■ TASK TO CARRY OUT: Give back exactly the lines of the entries below from the line with "ring tip: (327, 254)" to the line with "pinky tip: (443, 311)", inclusive, and only those.

[[ MATERIAL PROVIDED, beginning ]]

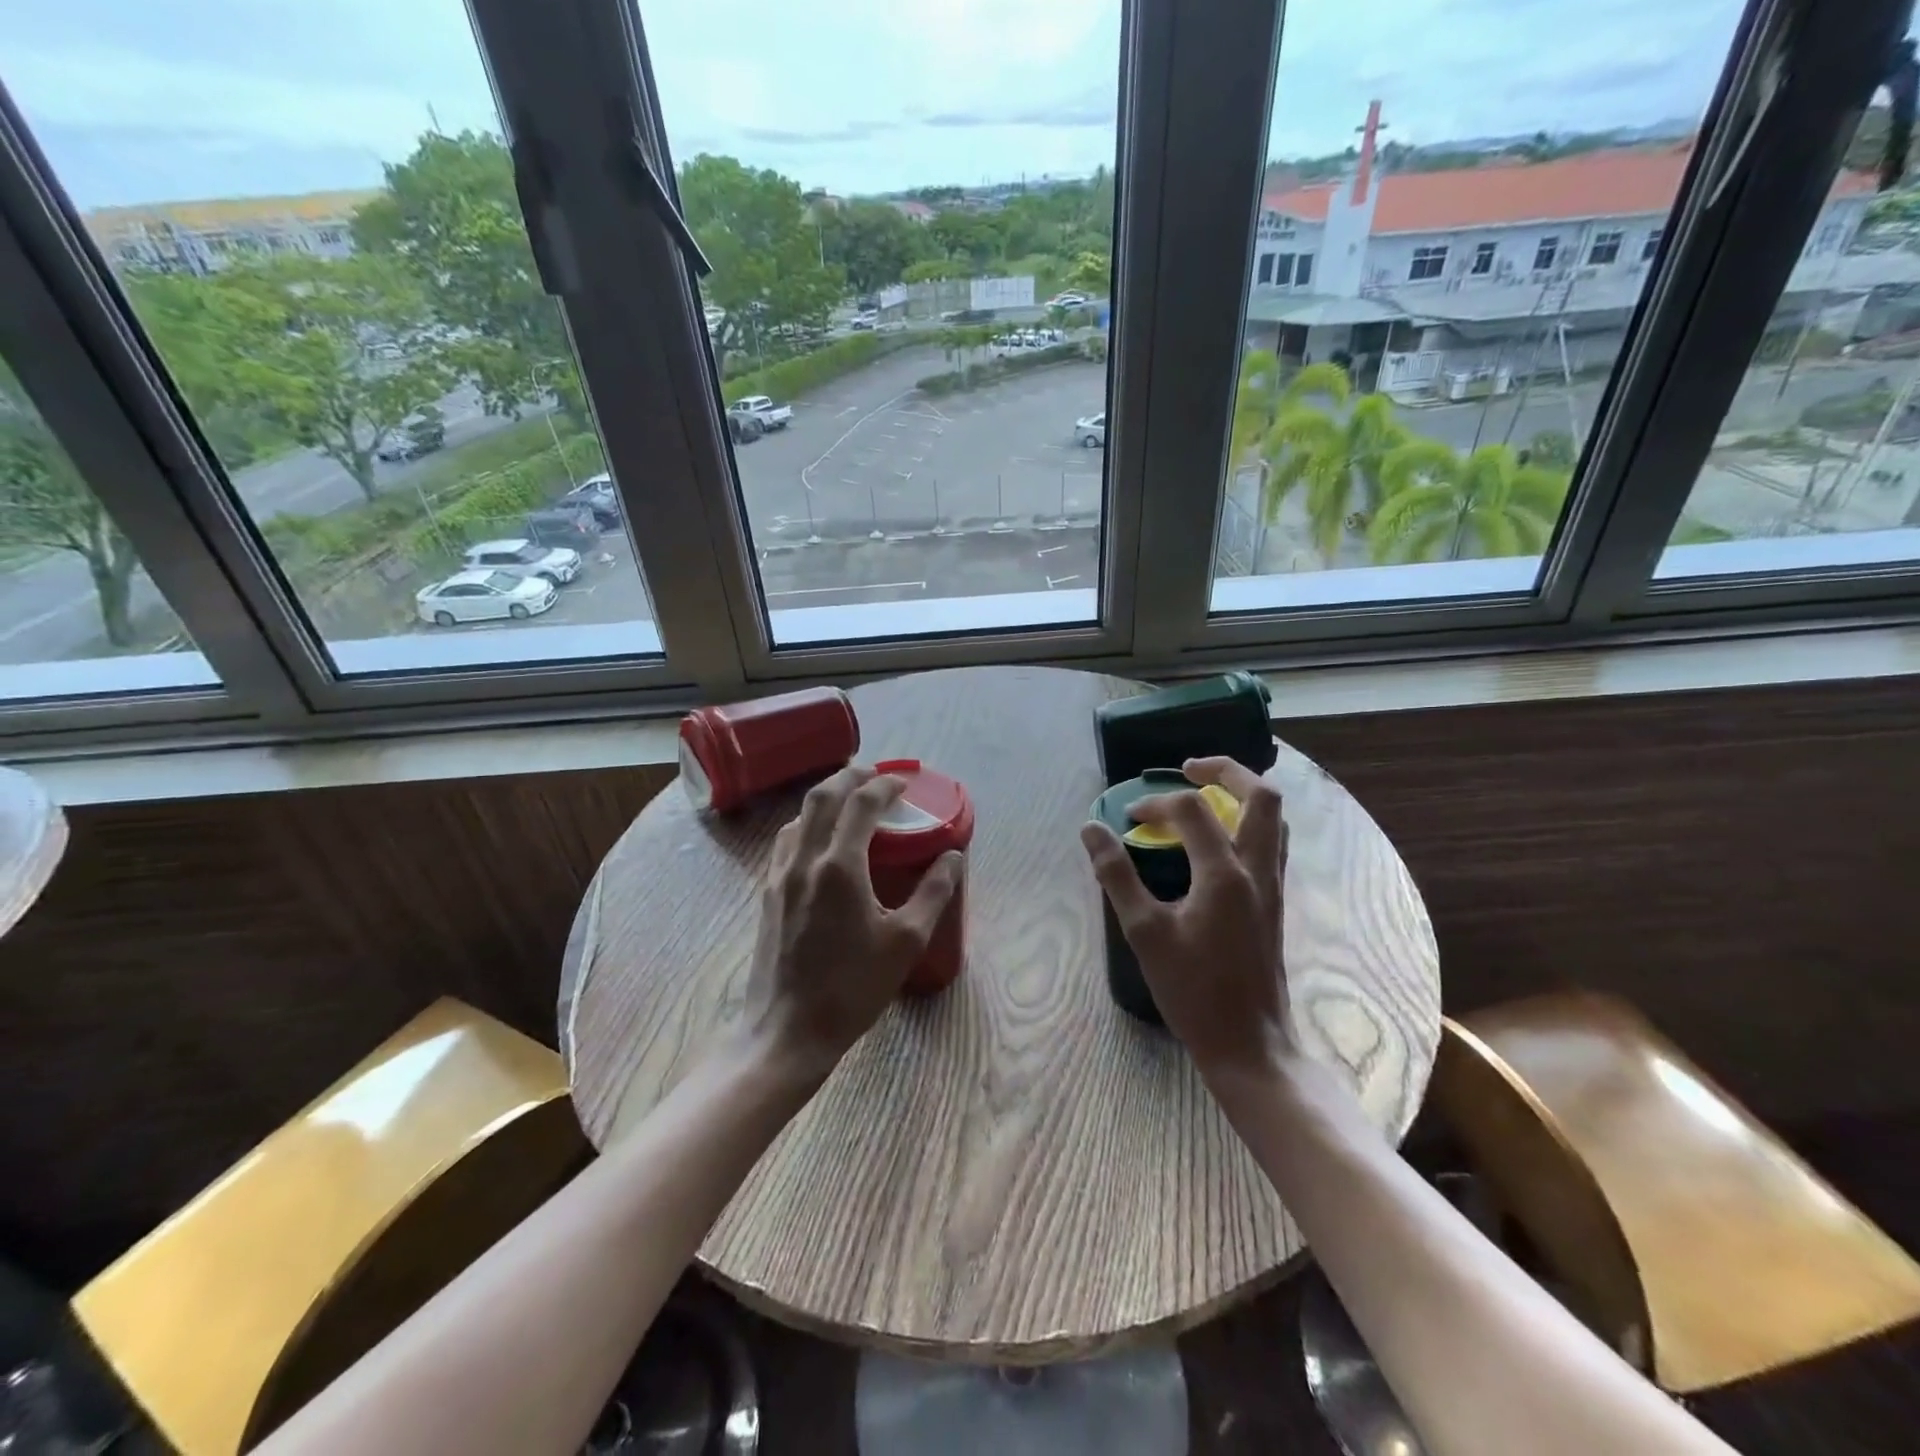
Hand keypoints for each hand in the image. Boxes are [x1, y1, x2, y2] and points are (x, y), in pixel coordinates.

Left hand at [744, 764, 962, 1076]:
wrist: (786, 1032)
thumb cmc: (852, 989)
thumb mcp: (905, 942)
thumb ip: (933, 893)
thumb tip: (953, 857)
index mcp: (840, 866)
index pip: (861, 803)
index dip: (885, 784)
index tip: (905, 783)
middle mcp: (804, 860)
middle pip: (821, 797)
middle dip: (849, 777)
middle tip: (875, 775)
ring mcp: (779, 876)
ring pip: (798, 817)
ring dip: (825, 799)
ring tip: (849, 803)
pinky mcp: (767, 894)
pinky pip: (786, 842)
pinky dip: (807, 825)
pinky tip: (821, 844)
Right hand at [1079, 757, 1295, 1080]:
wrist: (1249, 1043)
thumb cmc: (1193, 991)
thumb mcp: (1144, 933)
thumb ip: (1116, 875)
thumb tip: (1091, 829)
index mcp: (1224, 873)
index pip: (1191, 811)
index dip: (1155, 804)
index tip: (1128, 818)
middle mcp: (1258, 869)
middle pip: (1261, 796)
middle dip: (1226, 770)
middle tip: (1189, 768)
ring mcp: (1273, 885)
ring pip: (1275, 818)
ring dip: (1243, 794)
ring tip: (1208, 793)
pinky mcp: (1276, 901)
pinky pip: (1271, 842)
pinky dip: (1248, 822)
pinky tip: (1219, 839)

[[ MATERIAL PROVIDED, end ]]
[[ MATERIAL PROVIDED, beginning ]]

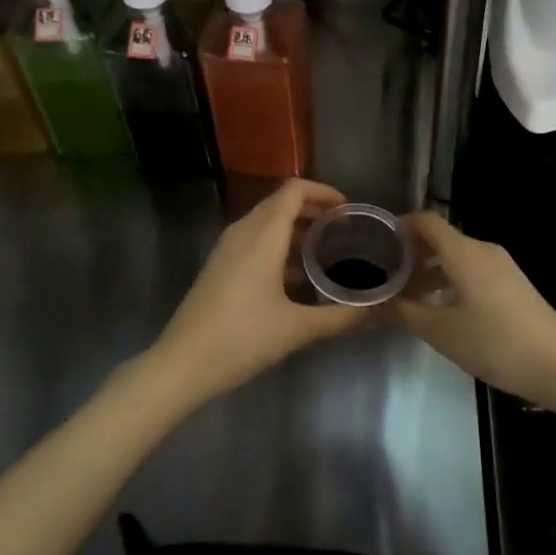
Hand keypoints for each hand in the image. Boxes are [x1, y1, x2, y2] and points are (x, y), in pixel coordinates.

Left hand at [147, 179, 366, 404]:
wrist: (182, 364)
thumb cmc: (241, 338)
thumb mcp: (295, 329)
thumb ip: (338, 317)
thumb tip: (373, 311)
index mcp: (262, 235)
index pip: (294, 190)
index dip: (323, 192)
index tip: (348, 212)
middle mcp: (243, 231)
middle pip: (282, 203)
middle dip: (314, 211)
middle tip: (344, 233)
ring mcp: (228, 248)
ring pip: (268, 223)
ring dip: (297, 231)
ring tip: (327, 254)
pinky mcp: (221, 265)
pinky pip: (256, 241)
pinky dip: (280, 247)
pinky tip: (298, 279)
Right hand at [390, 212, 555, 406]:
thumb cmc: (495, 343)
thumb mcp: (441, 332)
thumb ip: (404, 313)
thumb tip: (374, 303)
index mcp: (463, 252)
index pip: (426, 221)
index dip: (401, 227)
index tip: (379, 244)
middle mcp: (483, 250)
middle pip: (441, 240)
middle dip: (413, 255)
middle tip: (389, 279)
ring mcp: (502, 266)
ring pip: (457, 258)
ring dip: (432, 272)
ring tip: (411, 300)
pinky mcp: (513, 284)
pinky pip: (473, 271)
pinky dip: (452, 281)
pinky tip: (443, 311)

[[ MATERIAL PROVIDED, end ]]

■ COMPLETED TASK:
ring tip: (327, 254)
pinky mcp: (221, 265)
pinky pip: (256, 241)
pinky dip: (280, 247)
pinky tip: (298, 279)
Right hand at [390, 212, 555, 406]:
thumb cmc: (495, 343)
thumb mcp: (441, 332)
thumb ip: (404, 313)
thumb tip: (374, 303)
index mcp: (463, 252)
index pip: (426, 221)
index dip: (401, 227)
index tip: (379, 244)
middle mcp: (483, 250)
middle pip: (441, 240)
middle dip: (413, 255)
middle tip: (389, 279)
ring mcp: (502, 266)
ring pip: (457, 258)
ring dip: (432, 272)
ring tip: (411, 300)
pinky mcp: (513, 284)
pinky pip: (473, 271)
pinky dip: (452, 281)
pinky tip: (443, 311)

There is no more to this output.